Beattie Jacob, Neufeld Sarah, Yang Daniel, Chukwuma Christian, Gul Ahmed, Desai Neil, Jiang Steve, Dohopolski Michael
Department of Radiation Oncology, University of Texas (UT) Southwestern Medical Center, Dallas, USA.
Cureus. 2024 May 10;16(5):e60044. doi: 10.7759/cureus.60044. eCollection 2024 May.

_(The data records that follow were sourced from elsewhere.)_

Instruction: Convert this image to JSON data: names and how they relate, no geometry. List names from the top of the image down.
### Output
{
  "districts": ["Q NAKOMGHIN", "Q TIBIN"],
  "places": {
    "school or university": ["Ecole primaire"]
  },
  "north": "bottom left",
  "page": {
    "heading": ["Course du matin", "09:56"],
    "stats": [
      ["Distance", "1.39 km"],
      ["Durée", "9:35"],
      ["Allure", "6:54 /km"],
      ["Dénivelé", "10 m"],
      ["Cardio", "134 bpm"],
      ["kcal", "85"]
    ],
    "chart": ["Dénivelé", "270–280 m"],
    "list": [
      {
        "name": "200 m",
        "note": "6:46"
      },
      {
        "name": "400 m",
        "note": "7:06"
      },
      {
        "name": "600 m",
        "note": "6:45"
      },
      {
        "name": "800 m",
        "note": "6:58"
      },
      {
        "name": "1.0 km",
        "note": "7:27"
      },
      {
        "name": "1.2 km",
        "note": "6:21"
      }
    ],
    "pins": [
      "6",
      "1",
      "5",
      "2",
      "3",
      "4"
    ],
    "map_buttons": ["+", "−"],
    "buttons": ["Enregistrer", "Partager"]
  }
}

Background Clinical trial matching, essential for advancing medical research, involves detailed screening of potential participants to ensure alignment with specific trial requirements. Research staff face challenges due to the high volume of eligible patients and the complexity of varying eligibility criteria. The traditional manual process, both time-consuming and error-prone, often leads to missed opportunities. Recently, large language models (LLMs), specifically generative pre-trained transformers (GPTs), have become impressive and impactful tools. Utilizing such tools from artificial intelligence (AI) and natural language processing (NLP) may enhance the accuracy and efficiency of this process through automated patient screening against established criteria. Methods Utilizing data from the National NLP Clinical Challenges (n2c2) 2018 Challenge, we utilized 202 longitudinal patient records. These records were annotated by medical professionals and evaluated against 13 selection criteria encompassing various health assessments. Our approach involved embedding medical documents into a vector database to determine relevant document sections and then using an LLM (OpenAI's GPT-3.5 Turbo and GPT-4) in tandem with structured and chain-of-thought prompting techniques for systematic document assessment against the criteria. Misclassified criteria were also examined to identify classification challenges. Results This study achieved an accuracy of 0.81, sensitivity of 0.80, specificity of 0.82, and a micro F1 score of 0.79 using GPT-3.5 Turbo, and an accuracy of 0.87, sensitivity of 0.85, specificity of 0.89, and micro F1 score of 0.86 using GPT-4. Notably, some criteria in the ground truth appeared mislabeled, an issue we couldn't explore further due to insufficient label generation guidelines on the website. Conclusion Our findings underscore the potential of AI and NLP technologies, including LLMs, in the clinical trial matching process. The study demonstrated strong capabilities in identifying eligible patients and minimizing false inclusions. Such automated systems promise to alleviate the workload of research staff and improve clinical trial enrollment, thus accelerating the process and enhancing the overall feasibility of clinical research. Further work is needed to determine the potential of this approach when implemented on real clinical data.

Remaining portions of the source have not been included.